PROBLEM DESCRIPTION: How many lines in the entries below contain the string "main"? Reply with the number only.

DATASET EXCERPTS:

------------------------

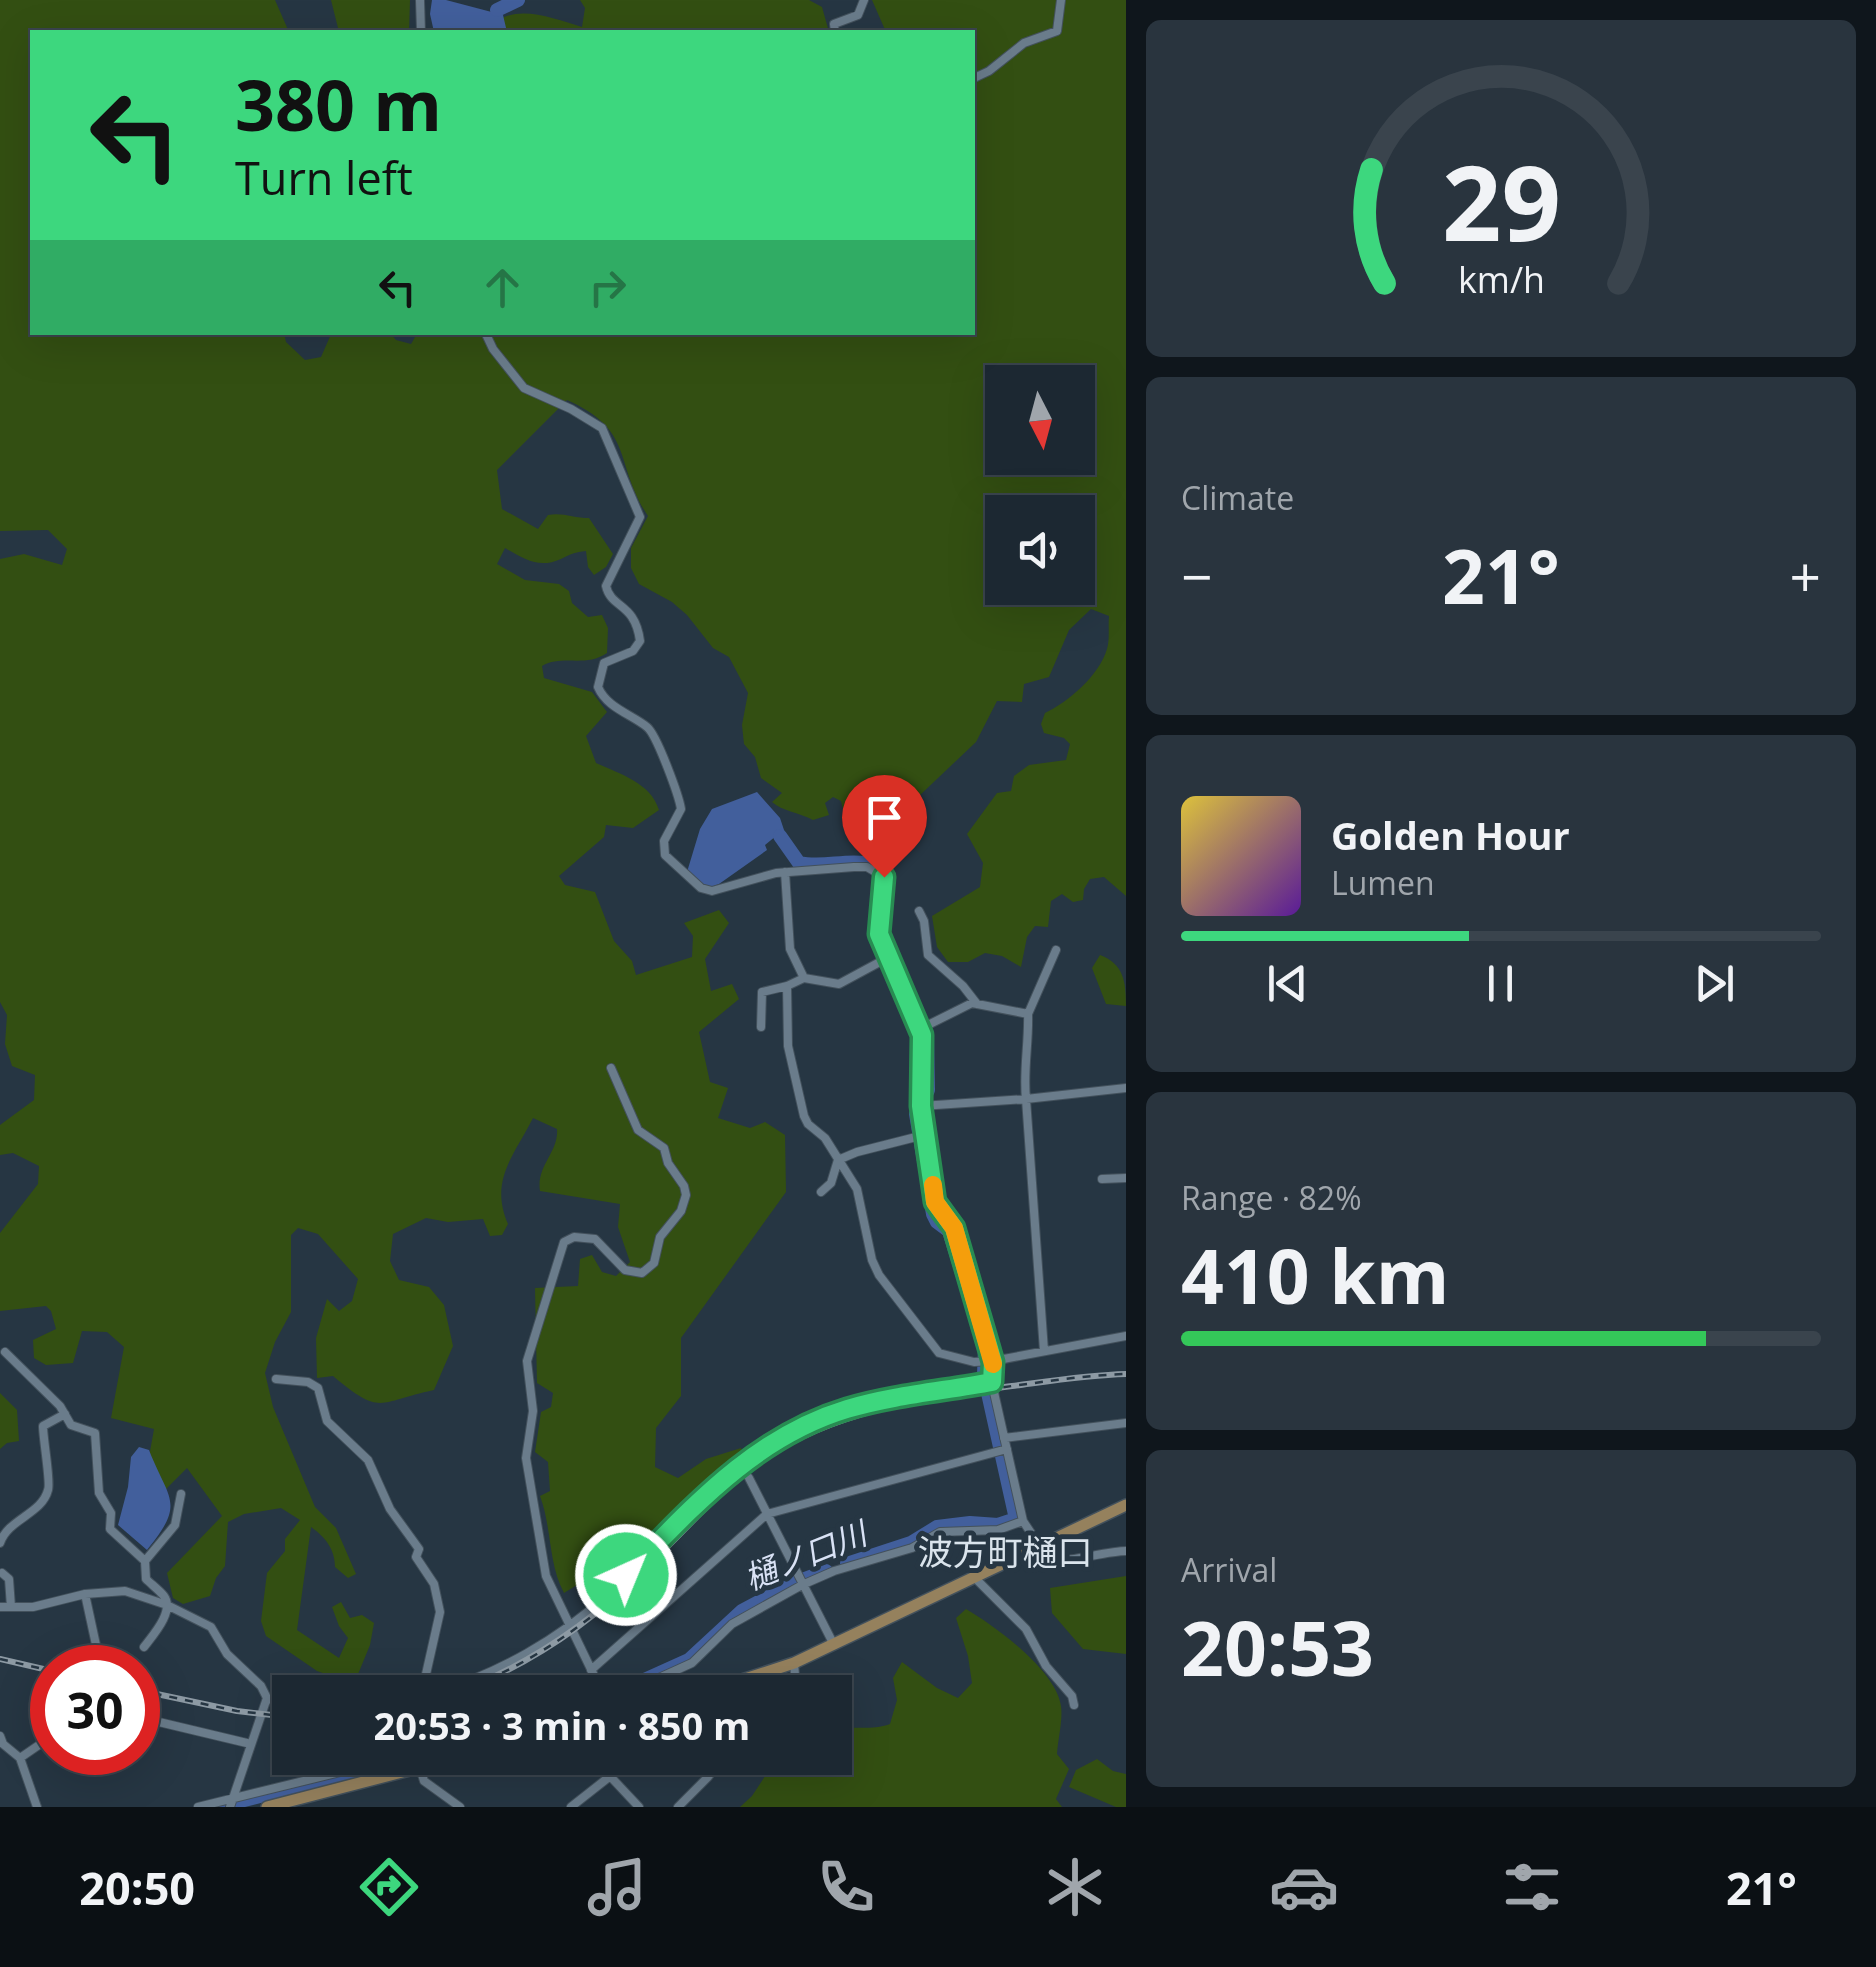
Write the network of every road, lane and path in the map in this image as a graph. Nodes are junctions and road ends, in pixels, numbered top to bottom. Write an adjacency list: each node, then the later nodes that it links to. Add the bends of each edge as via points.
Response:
1 (420, 0): 4 (street)
2 (864, 0): 5 (street, via 858,15 834,24)
3 (1061, 0): 6 (street, via 1057,32 1024,44)
4 (421, 30)
5 (834, 30)
6 (975, 78)
7 (486, 335): 8 (street, via 524,388 602,428 640,517 606,586 633,614 640,642 604,663 598,687 655,738 681,810 664,841 665,855 690,880 712,890)
8 (785, 872): 11 (street, via 867,867 884,877 879,934); 12 (street, via 790,948)
9 (919, 911): 14 (street, via 928,955)
10 (1056, 950): 15 (street)
11 (889, 957): 12 (street, via 840,984); 17 (street)
12 (804, 978): 13 (street)
13 (787, 986): 16 (street, via 762,992); 23 (street, via 788,1046 804,1116)
14 (977, 1004): 15 (street); 17 (street)
15 (1028, 1014): 20 (street)
16 (761, 1027)
17 (920, 1030): 21 (street)
18 (612, 1068): 54 (street, via 638,1130 664,1148 686,1195 660,1237 654,1263 642,1273 625,1270 595,1238 564,1242 527,1361 533,1397 528,1478 546,1576)
19 (1126, 1088): 20 (street)
20 (1026, 1099): 21 (street); 28 (street)
21 (921, 1106): 22 (street)
22 (924, 1135): 23 (street); 30 (street, via 935,1202 954,1228)
23 (838, 1160): 26 (street, via 832,1183); 30 (street, via 857,1189 879,1276 928,1342 955,1359)
24 (1102, 1178): 25 (street)
25 (1126, 1178)
26 (821, 1192)
27 (1126, 1336): 28 (street)
28 (1044, 1351): 30 (street)
29 (6, 1352): 33 (street)
30 (993, 1362): 32 (street)
31 (276, 1378): 60 (street, via 318,1388 327,1420 368,1460 390,1509 419,1549 416,1557 434,1584 440,1612)
32 (992, 1382): 35 (street); 54 (street, via 845,1410 762,1448 719,1481 604,1599)
33 (65, 1414): 42 (street, via 43,1426 50,1488); 45 (street, via 72,1425 95,1432 98,1493 112,1513 110,1529)
34 (1126, 1423): 35 (street)
35 (1004, 1438): 36 (street)
36 (1007, 1448): 40 (street); 41 (street)
37 (749, 1478): 40 (street)
38 (180, 1494): 45 (street, via 175,1525)
39 (1126, 1505): 43 (main road)
40 (767, 1514): 49 (street); 59 (street)
41 (1023, 1521): 43 (street); 49 (street, via 998,1530 940,1532)
42 (0, 1543)
43 (1040, 1546): 44 (street, via 1055,1563); 48 (main road)
44 (1126, 1551)
45 (145, 1561): 51 (street, via 146,1579)
46 (0, 1562): 47 (street)
47 (1, 1573): 53 (street, via 10,1579)
48 (975, 1578): 57 (main road); 68 (street, via 1026,1629)
49 (802, 1585): 57 (street); 63 (street, via 732,1624 692,1663)
50 (85, 1594): 51 (street, via 125,1591); 53 (street); 55 (street)
51 (168, 1605): 56 (street); 66 (street, via 211,1627)
52 (0, 1607): 53 (street)
53 (11, 1607)
54 (568, 1624): 59 (street); 61 (street)
55 (95, 1645)
56 (145, 1645)
57 (834, 1645): 58 (main road)
58 (794, 1663): 64 (main road); 65 (street)
59 (591, 1670): 62 (street)
60 (426, 1675)
61 (486, 1675)
62 (594, 1675)
63 (666, 1675)
64 (757, 1675)
65 (794, 1675)
66 (267, 1698): 67 (street); 71 (street)
67 (272, 1700)
68 (1074, 1705)
69 (160, 1723): 71 (street)
70 (0, 1736): 73 (street)
71 (251, 1744): 80 (street)
72 (30, 1751): 73 (street)
73 (20, 1758): 82 (street)
74 (334, 1775): 80 (street)
75 (377, 1775): 81 (main road)
76 (422, 1775): 85 (street)
77 (607, 1775): 79 (street)
78 (709, 1775): 88 (street)
79 (609, 1778): 86 (street); 87 (street)
80 (231, 1803): 83 (street)
81 (282, 1805): 84 (main road)
82 (37, 1807)
83 (198, 1807)
84 (267, 1807)
85 (460, 1807)
86 (570, 1807)
87 (639, 1807)
88 (678, 1807)

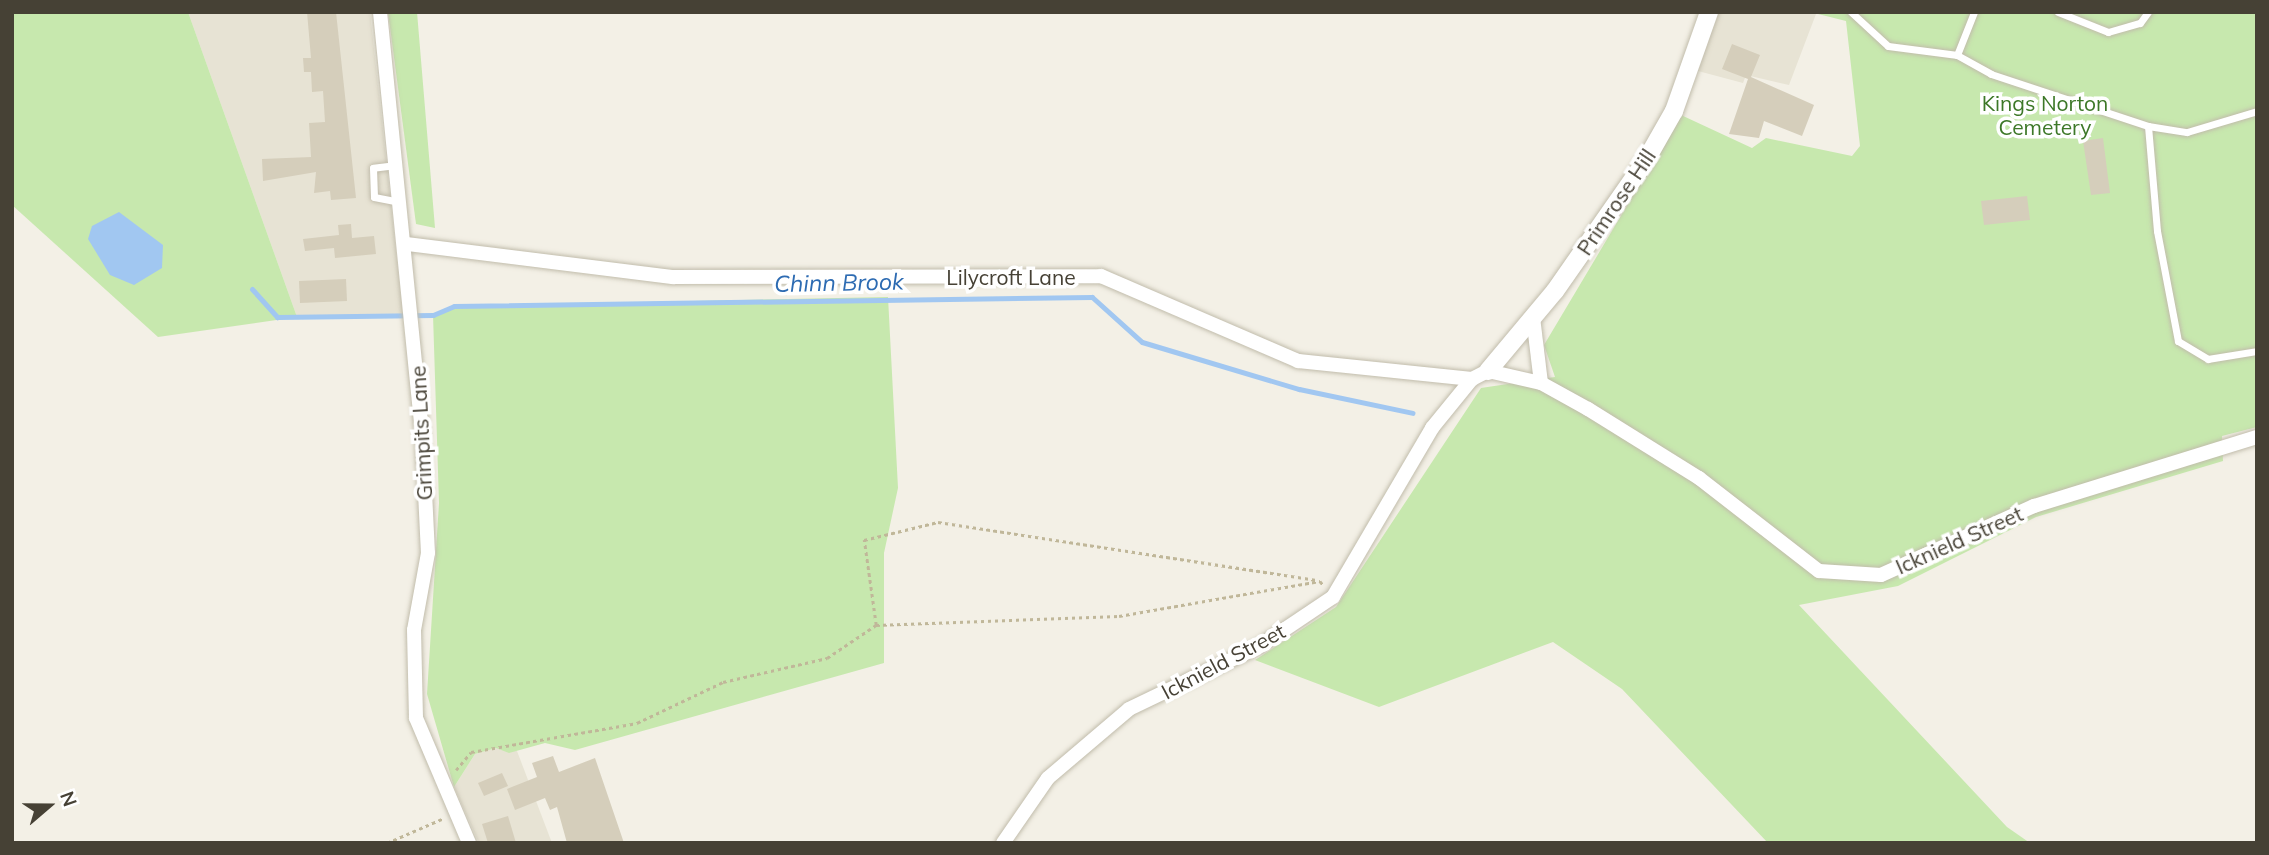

------------------------

EXERCISE SOLUTION: 7